Tel était le titre de travail de Joseph Kesselring avant qu’il n’en change : ces deux éléments appartenant aux deux vieilles dames qui ont accumulé ces mêmes cadavres : Martha (Jean Adair) et Abigail « Abby » (Josephine Hull) Brewster.

Ce sont deux vieilles dames très dignes, très appréciés dans leur quartier pour leur gentillesse et leur humanité : cette même humanité qui, poussée à l’extrême les porte à empoisonner leurs contemporains afin de soulager (définitivement) leurs souffrances.

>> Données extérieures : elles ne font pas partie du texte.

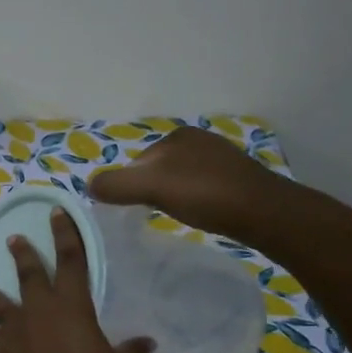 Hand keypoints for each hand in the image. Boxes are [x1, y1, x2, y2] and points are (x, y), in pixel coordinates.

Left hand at [0, 209, 152, 352]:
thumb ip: (131, 352)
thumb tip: (144, 342)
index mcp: (73, 310)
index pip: (71, 261)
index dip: (66, 235)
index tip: (57, 213)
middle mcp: (40, 316)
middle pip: (30, 276)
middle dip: (24, 255)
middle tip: (14, 239)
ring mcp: (17, 339)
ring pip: (4, 307)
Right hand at [88, 126, 285, 239]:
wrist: (262, 212)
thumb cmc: (204, 194)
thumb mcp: (151, 187)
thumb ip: (116, 185)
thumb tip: (89, 185)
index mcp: (177, 136)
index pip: (138, 162)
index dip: (130, 186)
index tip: (133, 209)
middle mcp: (199, 140)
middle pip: (157, 170)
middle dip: (151, 190)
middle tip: (153, 215)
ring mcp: (220, 158)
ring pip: (179, 179)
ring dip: (172, 196)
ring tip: (176, 216)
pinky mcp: (236, 178)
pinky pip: (201, 188)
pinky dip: (193, 200)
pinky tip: (199, 214) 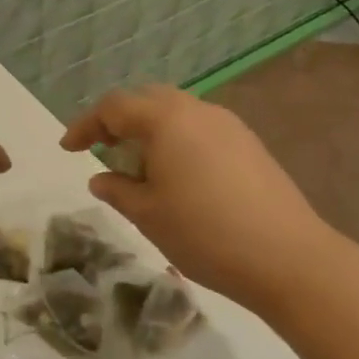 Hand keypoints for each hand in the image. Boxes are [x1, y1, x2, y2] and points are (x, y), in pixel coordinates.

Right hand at [60, 84, 335, 308]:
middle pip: (146, 99)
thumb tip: (101, 178)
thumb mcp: (147, 214)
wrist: (290, 259)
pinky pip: (200, 127)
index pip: (113, 108)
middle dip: (118, 120)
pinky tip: (177, 174)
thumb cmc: (205, 233)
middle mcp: (196, 110)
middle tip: (101, 148)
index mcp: (165, 120)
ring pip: (176, 111)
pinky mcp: (249, 144)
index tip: (68, 148)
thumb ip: (117, 190)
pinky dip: (177, 139)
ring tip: (138, 165)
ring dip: (149, 129)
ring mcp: (228, 125)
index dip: (85, 125) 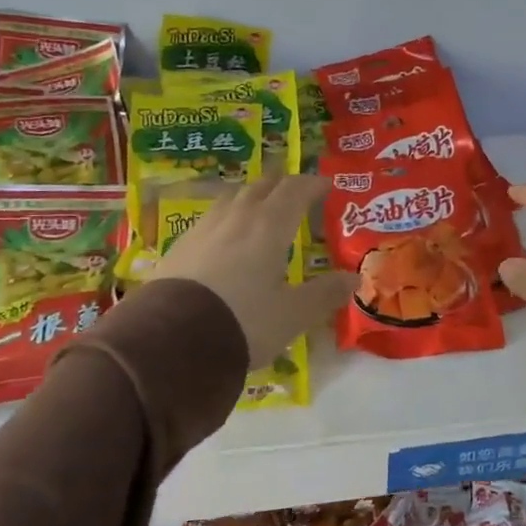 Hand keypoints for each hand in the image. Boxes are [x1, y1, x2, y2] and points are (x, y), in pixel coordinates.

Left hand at [148, 172, 356, 368]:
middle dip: (281, 183)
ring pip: (231, 198)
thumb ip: (325, 293)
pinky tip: (222, 235)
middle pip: (261, 187)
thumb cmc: (243, 322)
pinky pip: (209, 219)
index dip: (312, 184)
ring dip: (250, 195)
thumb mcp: (293, 314)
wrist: (171, 341)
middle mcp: (237, 218)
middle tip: (295, 188)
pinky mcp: (179, 247)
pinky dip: (225, 217)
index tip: (326, 185)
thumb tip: (354, 278)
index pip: (295, 191)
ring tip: (258, 205)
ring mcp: (203, 229)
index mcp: (270, 226) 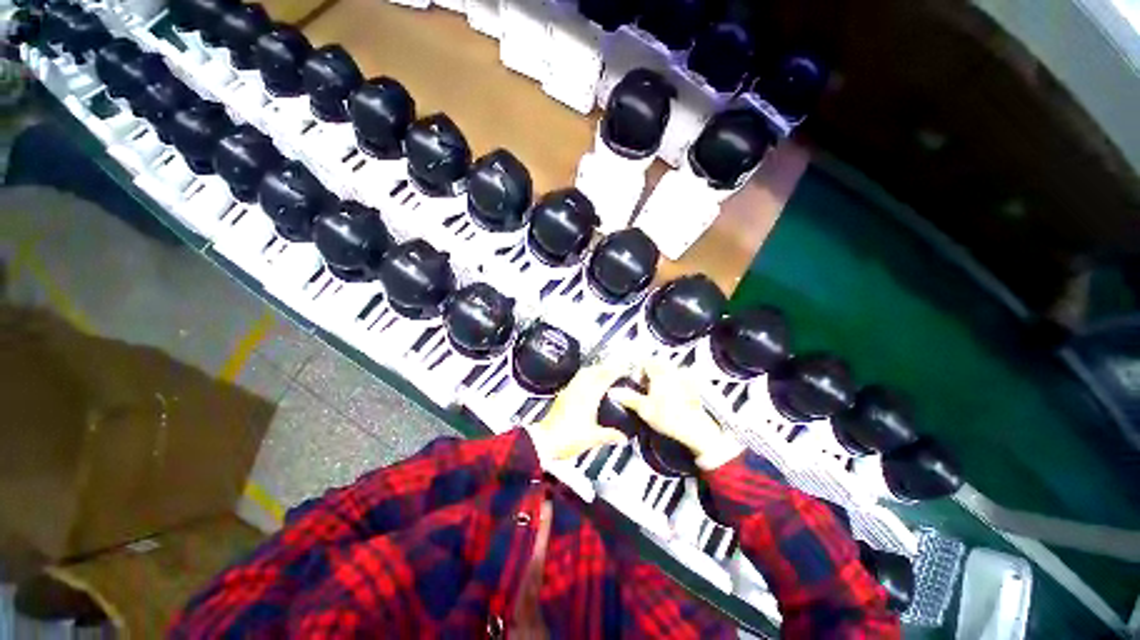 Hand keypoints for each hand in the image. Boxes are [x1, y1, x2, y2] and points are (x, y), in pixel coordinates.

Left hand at [526, 363, 630, 463]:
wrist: (545, 441)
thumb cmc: (565, 438)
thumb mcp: (593, 438)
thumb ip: (610, 435)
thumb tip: (622, 437)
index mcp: (588, 397)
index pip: (604, 378)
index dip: (616, 371)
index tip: (624, 369)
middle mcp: (577, 390)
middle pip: (594, 370)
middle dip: (606, 367)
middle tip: (616, 369)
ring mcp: (569, 391)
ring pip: (583, 373)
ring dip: (595, 370)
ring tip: (604, 373)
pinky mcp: (562, 395)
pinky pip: (576, 379)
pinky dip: (585, 377)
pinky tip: (588, 384)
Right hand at [609, 362, 743, 469]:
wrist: (696, 430)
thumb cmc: (668, 417)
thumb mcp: (644, 409)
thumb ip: (628, 397)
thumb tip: (612, 391)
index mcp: (659, 372)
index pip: (645, 361)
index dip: (637, 369)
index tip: (634, 381)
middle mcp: (672, 370)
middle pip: (657, 365)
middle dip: (649, 374)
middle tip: (644, 388)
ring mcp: (685, 377)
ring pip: (668, 371)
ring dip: (660, 378)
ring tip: (656, 394)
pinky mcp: (694, 386)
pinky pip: (680, 379)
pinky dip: (672, 384)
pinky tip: (671, 397) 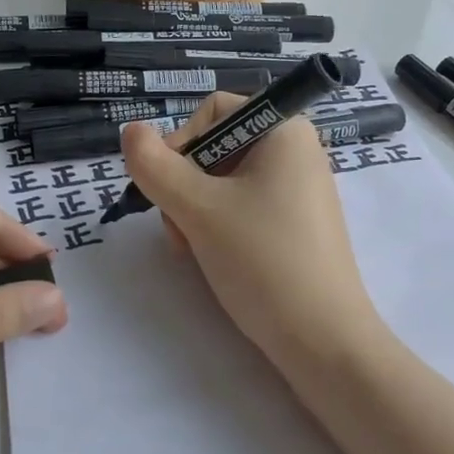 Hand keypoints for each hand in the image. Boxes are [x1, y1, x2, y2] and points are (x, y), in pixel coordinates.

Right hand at [120, 95, 379, 368]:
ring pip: (222, 182)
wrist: (324, 342)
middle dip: (184, 185)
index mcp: (284, 130)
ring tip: (194, 249)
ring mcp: (297, 189)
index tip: (168, 188)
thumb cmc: (263, 261)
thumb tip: (130, 130)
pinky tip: (214, 258)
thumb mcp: (199, 209)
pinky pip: (243, 207)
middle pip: (215, 147)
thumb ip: (155, 166)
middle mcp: (295, 151)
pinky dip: (218, 226)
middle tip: (180, 228)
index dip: (181, 143)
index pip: (213, 111)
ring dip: (194, 210)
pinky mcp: (295, 224)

Et bien sûr, si leur neveu Mortimer (Cary Grant) n’avait pas ouvert le coffre sous la fenêtre, il n’aurait pas découvert Mr Hoskins, déclenchant cette comédie débridée de haute volée.

 

Avec cette comédie, Frank Capra s’impose encore plus comme l’un des plus grands cinéastes comiques de Hollywood, réussissant à filmer une pièce de théâtre comme peu ont pu le réussir : certes, le huis clos et l’unité de lieu sont respectés, mais Capra saupoudre ses plans de quelques extérieurs qui aèrent l’intrigue, amenant une sous-intrigue avec le chauffeur de taxi (Garry Owen) qui, lui aussi, a tendance à devenir aussi fou que son client.

Il faut dire qu’il a à sa disposition une distribution hors pair dont les deux tantes et leur frère Teddy (John Alexander) qui sont interprétés par celles et ceux qui ont créé la pièce en 1941 (1).

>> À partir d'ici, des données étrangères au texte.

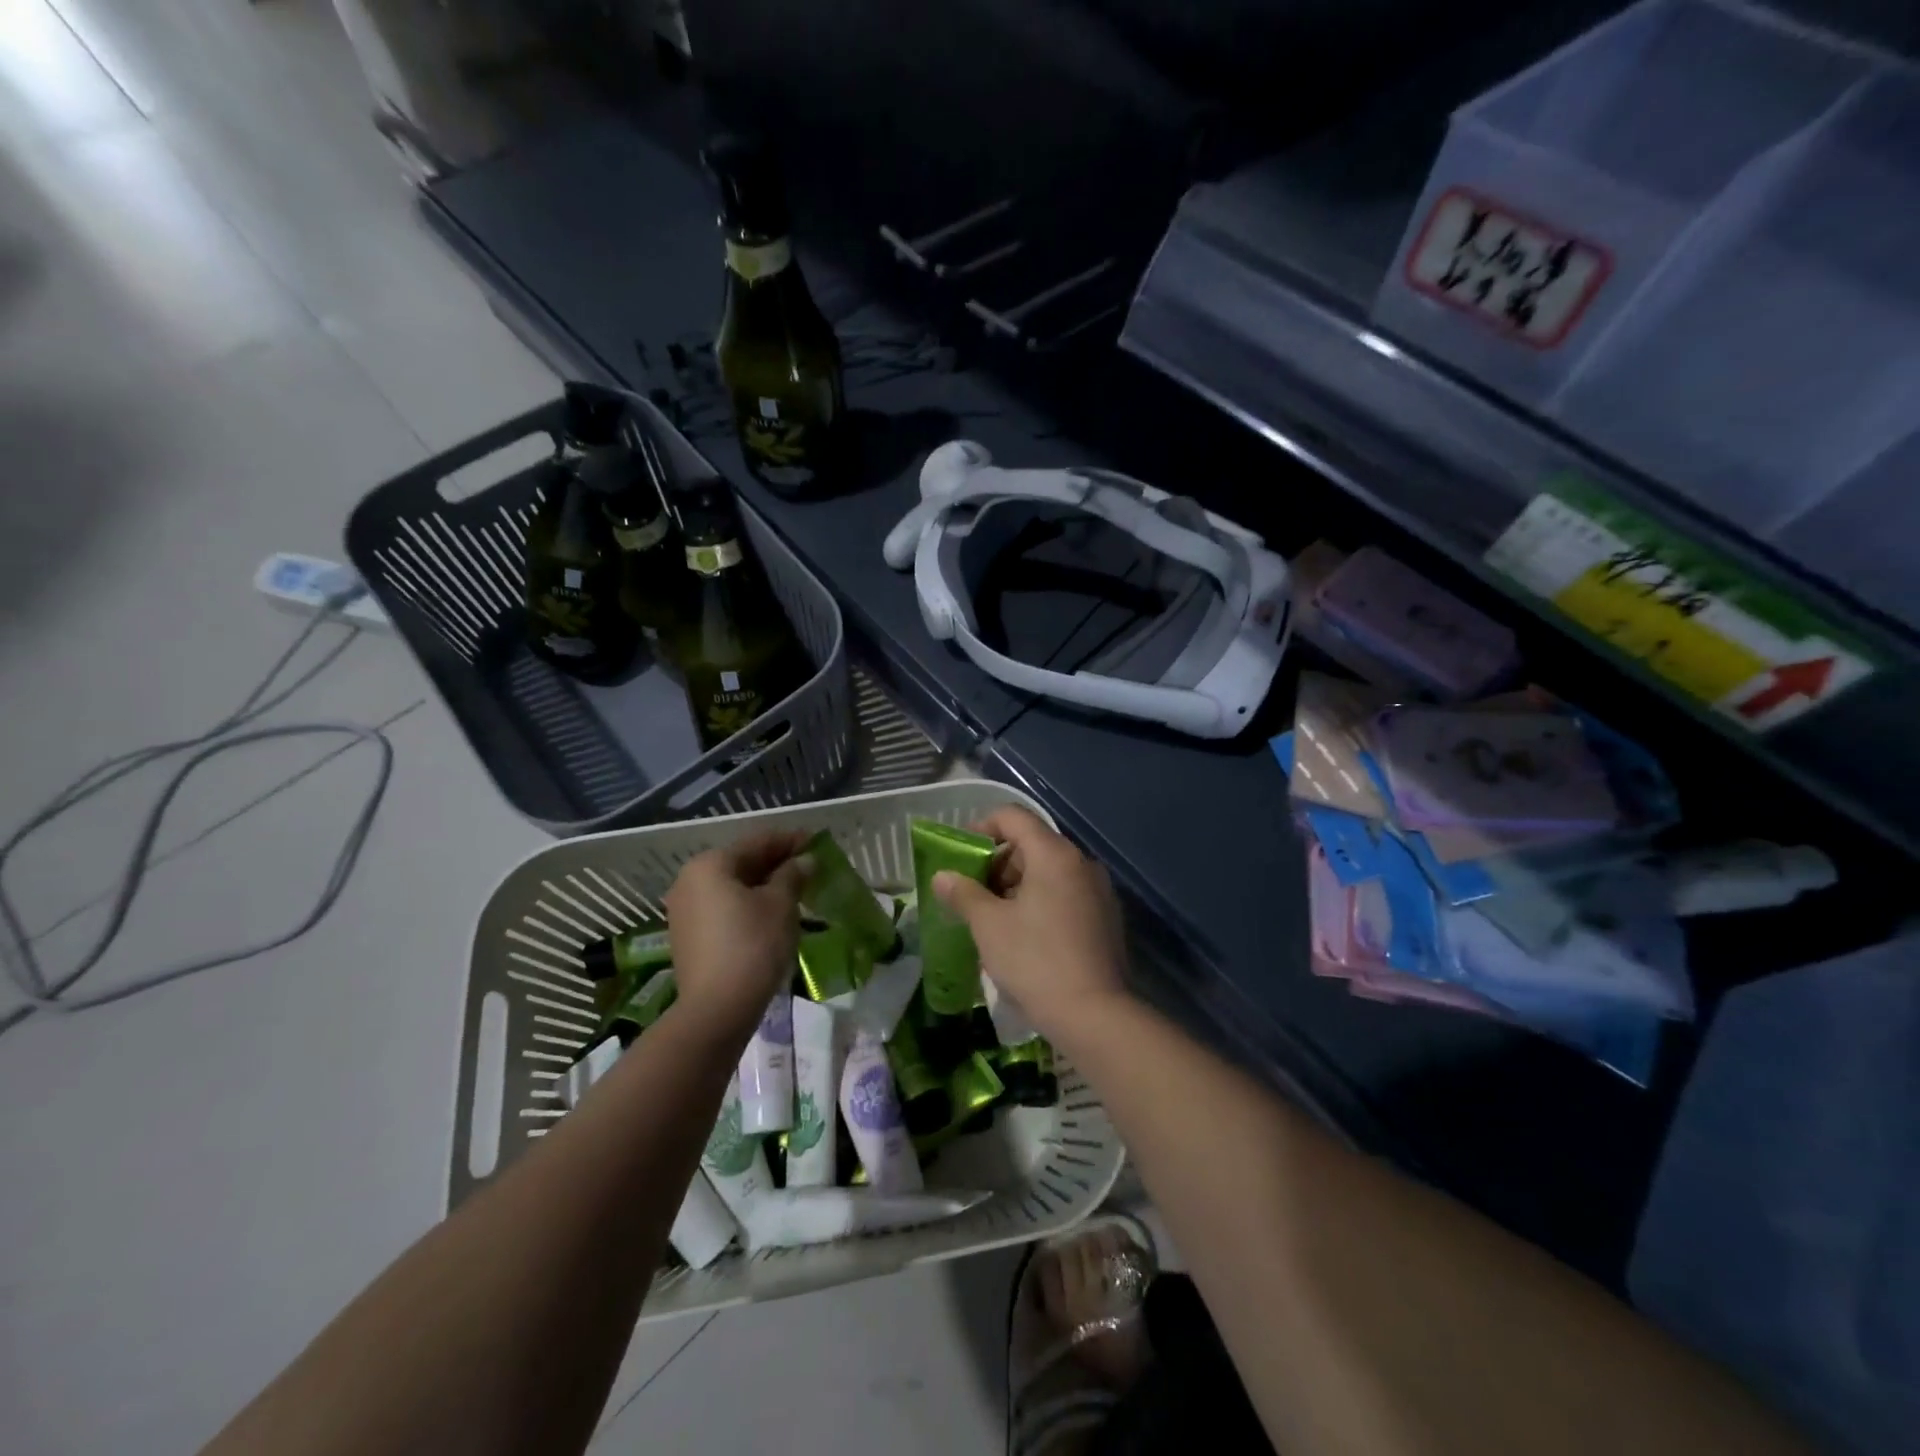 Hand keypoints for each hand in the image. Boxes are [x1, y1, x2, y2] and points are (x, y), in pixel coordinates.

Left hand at [664, 831, 811, 1045]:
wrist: (717, 1009)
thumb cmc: (753, 945)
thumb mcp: (781, 905)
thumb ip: (793, 875)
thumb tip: (805, 860)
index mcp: (711, 864)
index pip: (758, 842)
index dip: (790, 840)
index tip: (816, 841)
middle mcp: (690, 880)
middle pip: (741, 862)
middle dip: (775, 863)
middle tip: (808, 866)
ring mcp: (684, 909)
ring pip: (731, 886)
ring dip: (762, 885)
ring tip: (794, 890)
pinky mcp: (687, 935)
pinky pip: (722, 907)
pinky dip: (747, 904)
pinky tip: (770, 913)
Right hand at [931, 806, 1128, 1043]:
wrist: (1095, 1015)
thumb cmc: (1035, 961)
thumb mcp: (989, 926)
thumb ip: (963, 893)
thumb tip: (943, 876)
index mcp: (1054, 854)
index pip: (1013, 817)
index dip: (982, 827)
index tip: (962, 856)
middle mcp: (1081, 863)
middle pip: (1033, 844)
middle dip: (998, 863)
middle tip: (974, 895)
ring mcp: (1099, 890)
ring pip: (1050, 871)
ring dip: (1018, 885)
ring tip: (995, 919)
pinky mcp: (1106, 917)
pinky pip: (1067, 894)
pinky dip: (1041, 902)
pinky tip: (1026, 936) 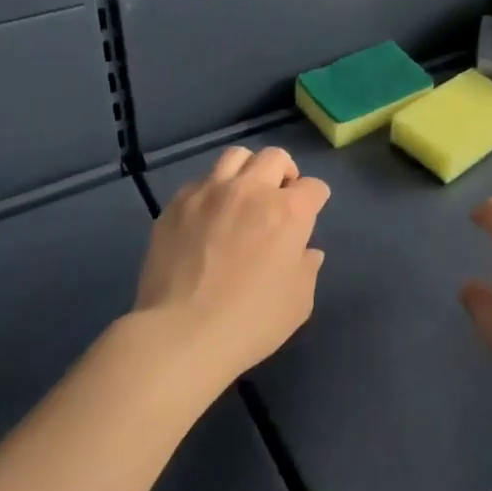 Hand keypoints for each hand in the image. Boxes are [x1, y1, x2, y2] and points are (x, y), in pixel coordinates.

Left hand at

Et malgré les difficultés dues à Cary Grant – il n’aimait pas ce film, se trouvant un peu trop excessif – Capra déroule pour notre plus grand plaisir.

 

L’intrigue bien sûr, est le premier élément comique : comment imaginer deux aussi charmantes petites vieilles assassiner aussi froidement leurs victimes, même pour des raisons « humanitaires » ?

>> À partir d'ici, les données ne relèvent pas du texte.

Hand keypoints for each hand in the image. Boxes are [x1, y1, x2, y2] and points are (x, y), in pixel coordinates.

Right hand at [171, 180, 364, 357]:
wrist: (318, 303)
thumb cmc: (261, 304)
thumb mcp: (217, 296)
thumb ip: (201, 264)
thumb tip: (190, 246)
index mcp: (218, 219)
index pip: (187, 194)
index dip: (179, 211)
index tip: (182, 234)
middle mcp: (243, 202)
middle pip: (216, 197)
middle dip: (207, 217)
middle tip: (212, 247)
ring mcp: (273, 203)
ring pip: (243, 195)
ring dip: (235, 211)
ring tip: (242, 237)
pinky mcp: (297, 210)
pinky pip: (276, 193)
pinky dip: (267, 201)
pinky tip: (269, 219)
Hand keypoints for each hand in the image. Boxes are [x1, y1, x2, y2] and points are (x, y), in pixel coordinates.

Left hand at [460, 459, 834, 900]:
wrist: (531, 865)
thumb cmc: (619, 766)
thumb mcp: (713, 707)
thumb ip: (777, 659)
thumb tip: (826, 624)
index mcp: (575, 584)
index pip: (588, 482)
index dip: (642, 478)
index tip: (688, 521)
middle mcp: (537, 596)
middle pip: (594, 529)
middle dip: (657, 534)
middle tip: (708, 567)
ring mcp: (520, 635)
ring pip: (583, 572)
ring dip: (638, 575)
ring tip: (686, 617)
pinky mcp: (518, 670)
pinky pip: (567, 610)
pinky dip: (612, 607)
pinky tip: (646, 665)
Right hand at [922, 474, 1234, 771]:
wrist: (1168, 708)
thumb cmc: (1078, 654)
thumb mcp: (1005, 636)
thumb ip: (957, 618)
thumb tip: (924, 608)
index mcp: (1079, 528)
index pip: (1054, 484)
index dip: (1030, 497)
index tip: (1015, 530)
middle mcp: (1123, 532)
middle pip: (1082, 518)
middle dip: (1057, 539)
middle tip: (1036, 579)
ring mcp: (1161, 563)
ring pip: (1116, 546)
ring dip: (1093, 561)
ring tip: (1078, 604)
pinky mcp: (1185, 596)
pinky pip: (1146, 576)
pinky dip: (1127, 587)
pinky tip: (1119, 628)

La présence de Cary Grant est le deuxième atout : son jeu et surtout son visage sont des ressorts comiques que Capra use avec beaucoup de bonheur, donnant à cette comédie des éléments qu’on a plus l’habitude de trouver dans le cinéma muet : Grant a la tête de l’emploi. Il allie une allure très british et donc un tantinet réservée à la frénésie comique de Capra pour notre plus grand bonheur.

Il surjoue certes, mais pour les besoins de l’intrigue qui veut que plus c’est gros et plus ça passe.

 

En face de Mortimer/Grant, on trouve un duo improbable mais irrésistible : Raymond Massey (Jonathan Brewster), et Peter Lorre (Dr. Einstein). D’un côté un criminel de haut vol mâtiné d’un psychotique extrêmement dangereux et de l’autre un docteur minable, alcoolique et influençable (surtout sous l’effet de l’alcool). Le patronyme célèbre de ce dernier n’a d’égal que son état physique lamentable : si Jonathan a un visage qui ressemble à celui de Boris Karloff dans Frankenstein n’est en aucun cas (et à double titre) un hasard : Einstein reconnaît d’ailleurs l’influence du film de Whale dans son travail.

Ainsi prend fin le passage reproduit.